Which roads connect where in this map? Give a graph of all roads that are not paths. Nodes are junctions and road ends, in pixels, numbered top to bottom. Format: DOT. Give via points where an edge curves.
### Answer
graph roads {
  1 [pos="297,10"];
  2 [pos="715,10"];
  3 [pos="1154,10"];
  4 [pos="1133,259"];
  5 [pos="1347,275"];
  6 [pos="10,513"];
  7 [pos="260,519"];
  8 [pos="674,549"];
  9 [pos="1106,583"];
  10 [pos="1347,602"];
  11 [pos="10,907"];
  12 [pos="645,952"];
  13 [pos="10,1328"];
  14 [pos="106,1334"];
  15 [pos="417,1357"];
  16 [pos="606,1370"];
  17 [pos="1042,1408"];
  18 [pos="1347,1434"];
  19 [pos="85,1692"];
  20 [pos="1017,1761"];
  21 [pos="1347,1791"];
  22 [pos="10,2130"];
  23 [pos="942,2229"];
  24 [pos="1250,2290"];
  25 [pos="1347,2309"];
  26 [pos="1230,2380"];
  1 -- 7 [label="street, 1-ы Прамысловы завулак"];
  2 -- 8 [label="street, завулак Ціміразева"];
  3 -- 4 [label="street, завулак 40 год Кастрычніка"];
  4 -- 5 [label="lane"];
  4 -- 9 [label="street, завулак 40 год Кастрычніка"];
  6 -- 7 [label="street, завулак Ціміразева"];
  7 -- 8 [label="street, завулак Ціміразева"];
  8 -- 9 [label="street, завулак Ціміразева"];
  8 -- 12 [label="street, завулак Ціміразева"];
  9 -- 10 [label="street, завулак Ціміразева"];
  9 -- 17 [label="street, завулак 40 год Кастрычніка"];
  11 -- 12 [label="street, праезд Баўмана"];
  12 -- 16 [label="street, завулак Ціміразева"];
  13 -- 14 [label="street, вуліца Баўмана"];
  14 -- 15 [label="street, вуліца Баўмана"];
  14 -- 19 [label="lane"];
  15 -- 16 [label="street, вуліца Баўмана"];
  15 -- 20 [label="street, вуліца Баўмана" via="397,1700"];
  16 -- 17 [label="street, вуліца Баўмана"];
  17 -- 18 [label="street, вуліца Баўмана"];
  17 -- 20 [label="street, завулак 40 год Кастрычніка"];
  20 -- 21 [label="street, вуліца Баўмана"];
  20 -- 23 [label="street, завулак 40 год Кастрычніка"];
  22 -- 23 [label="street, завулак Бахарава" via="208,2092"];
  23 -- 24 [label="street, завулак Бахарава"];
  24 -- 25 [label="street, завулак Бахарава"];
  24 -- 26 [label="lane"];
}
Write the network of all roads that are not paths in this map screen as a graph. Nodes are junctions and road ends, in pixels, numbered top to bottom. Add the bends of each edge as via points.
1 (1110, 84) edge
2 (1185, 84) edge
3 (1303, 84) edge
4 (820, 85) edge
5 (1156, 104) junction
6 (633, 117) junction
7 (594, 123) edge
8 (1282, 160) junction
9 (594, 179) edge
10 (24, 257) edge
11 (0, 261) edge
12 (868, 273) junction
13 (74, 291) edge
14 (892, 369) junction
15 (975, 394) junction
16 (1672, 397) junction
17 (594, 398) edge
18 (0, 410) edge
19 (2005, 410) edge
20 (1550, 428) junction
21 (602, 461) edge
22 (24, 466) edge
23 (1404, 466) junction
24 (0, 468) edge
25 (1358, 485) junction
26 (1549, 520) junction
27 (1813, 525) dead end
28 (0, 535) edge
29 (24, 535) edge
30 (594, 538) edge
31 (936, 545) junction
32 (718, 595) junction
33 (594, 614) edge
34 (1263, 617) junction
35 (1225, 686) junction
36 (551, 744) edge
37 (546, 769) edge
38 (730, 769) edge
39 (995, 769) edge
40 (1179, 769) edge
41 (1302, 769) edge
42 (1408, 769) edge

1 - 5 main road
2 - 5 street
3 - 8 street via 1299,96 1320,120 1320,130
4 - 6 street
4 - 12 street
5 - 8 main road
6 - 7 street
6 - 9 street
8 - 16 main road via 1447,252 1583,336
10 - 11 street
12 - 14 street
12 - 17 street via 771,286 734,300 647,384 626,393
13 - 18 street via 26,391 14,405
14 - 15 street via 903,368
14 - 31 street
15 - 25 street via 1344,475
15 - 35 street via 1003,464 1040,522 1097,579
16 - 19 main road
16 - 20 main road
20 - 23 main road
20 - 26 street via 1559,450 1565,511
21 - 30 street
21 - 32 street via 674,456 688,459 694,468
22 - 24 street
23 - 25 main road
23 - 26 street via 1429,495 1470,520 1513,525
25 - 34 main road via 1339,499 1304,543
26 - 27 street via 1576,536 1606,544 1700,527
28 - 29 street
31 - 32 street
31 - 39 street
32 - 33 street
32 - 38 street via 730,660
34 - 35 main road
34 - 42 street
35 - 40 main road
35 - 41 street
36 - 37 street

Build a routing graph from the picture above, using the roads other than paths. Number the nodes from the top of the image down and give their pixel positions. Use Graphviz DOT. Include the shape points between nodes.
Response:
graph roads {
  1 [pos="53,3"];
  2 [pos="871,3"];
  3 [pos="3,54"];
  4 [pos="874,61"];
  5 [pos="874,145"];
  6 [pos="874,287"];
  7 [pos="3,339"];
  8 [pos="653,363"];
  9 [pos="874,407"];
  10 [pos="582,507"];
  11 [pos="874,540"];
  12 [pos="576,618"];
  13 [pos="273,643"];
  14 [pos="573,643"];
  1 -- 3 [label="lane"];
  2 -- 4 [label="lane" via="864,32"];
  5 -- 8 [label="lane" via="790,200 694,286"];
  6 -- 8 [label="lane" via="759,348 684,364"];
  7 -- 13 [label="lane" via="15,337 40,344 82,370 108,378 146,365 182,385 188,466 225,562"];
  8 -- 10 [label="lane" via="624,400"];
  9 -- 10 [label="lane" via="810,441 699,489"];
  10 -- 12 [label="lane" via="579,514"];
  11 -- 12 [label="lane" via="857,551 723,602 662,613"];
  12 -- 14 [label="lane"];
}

-------------------------

Required action:
Check each line of the listing above for the string "Ціміразева" and return those that contain it.

Answer for the task:
  2 -- 8 [label="street, завулак Ціміразева"];
  6 -- 7 [label="street, завулак Ціміразева"];
  7 -- 8 [label="street, завулак Ціміразева"];
  8 -- 9 [label="street, завулак Ціміразева"];
  8 -- 12 [label="street, завулак Ціміразева"];
  9 -- 10 [label="street, завулак Ціміразева"];
  12 -- 16 [label="street, завулак Ціміразева"];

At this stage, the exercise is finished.